§ Exercise objective: Please restate each entry word for word and leave the pictures out.

=== Begin Enclosure ===

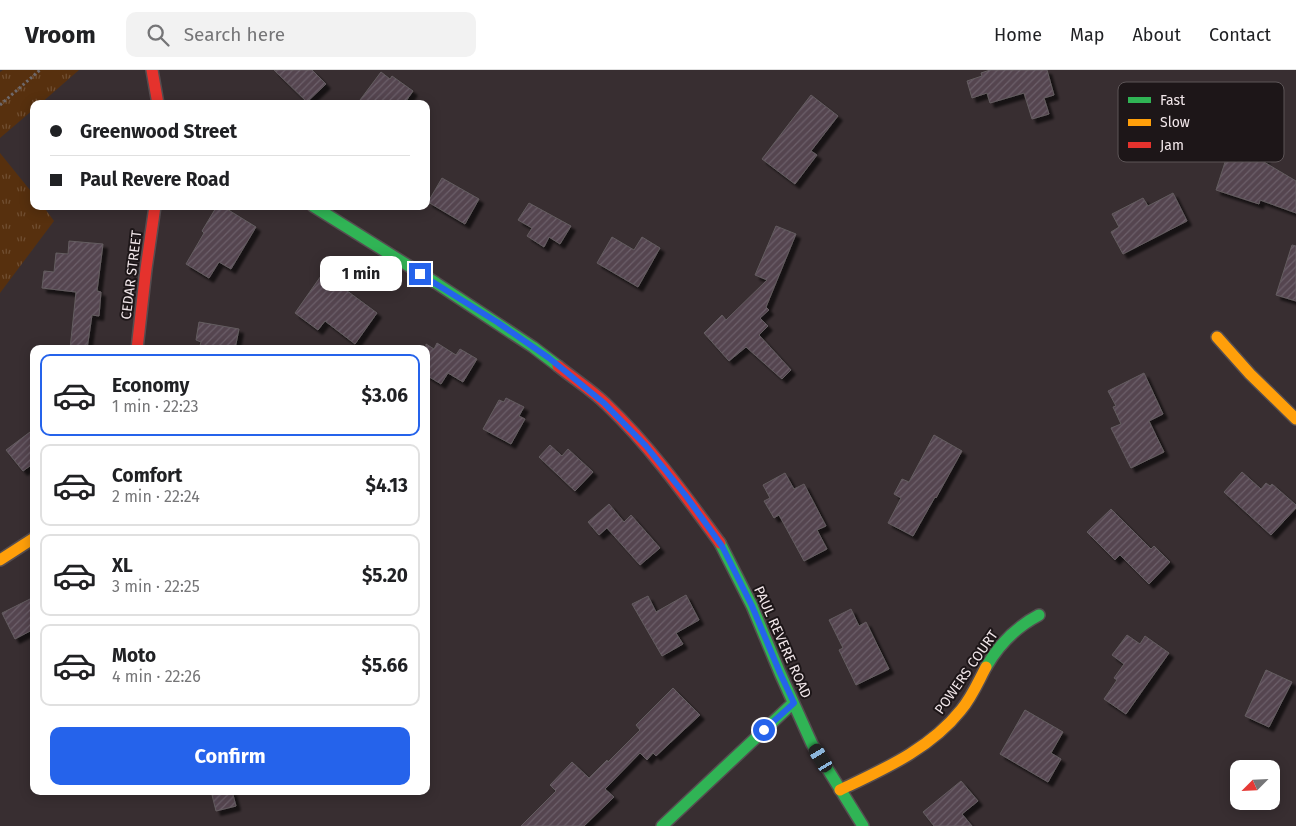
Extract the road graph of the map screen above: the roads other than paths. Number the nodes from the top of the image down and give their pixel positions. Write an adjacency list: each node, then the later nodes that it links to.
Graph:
1 (152, 70): 2 (street)
2 (157, 100)
3 (154, 210): 6 (street, CEDAR STREET)
4 (318, 210): 11 (street, PAUL REVERE ROAD)
5 (1217, 336): 7 (street)
6 (136, 345)
7 (1296, 419)
8 (30, 541): 9 (street)
9 (0, 560)
10 (1039, 614): 12 (street, POWERS COURT)
11 (794, 703): 12 (street, PAUL REVERE ROAD); 13 (street)
12 (840, 790): 14 (street, PAUL REVERE ROAD)
13 (662, 826)
14 (863, 826)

=== End Enclosure ===

§ Response to this task:
Extract the road graph of the map screen above: the roads other than paths. Number the nodes from the top of the image down and give their pixel positions. Write an adjacency list: each node, then the later nodes that it links to.
Graph:
1 (152, 70): 2 (street)
2 (157, 100)
3 (154, 210): 6 (street, CEDAR STREET)
4 (318, 210): 11 (street, PAUL REVERE ROAD)
5 (1217, 336): 7 (street)
6 (136, 345)
7 (1296, 419)
8 (30, 541): 9 (street)
9 (0, 560)
10 (1039, 614): 12 (street, POWERS COURT)
11 (794, 703): 12 (street, PAUL REVERE ROAD); 13 (street)
12 (840, 790): 14 (street, PAUL REVERE ROAD)
13 (662, 826)
14 (863, 826)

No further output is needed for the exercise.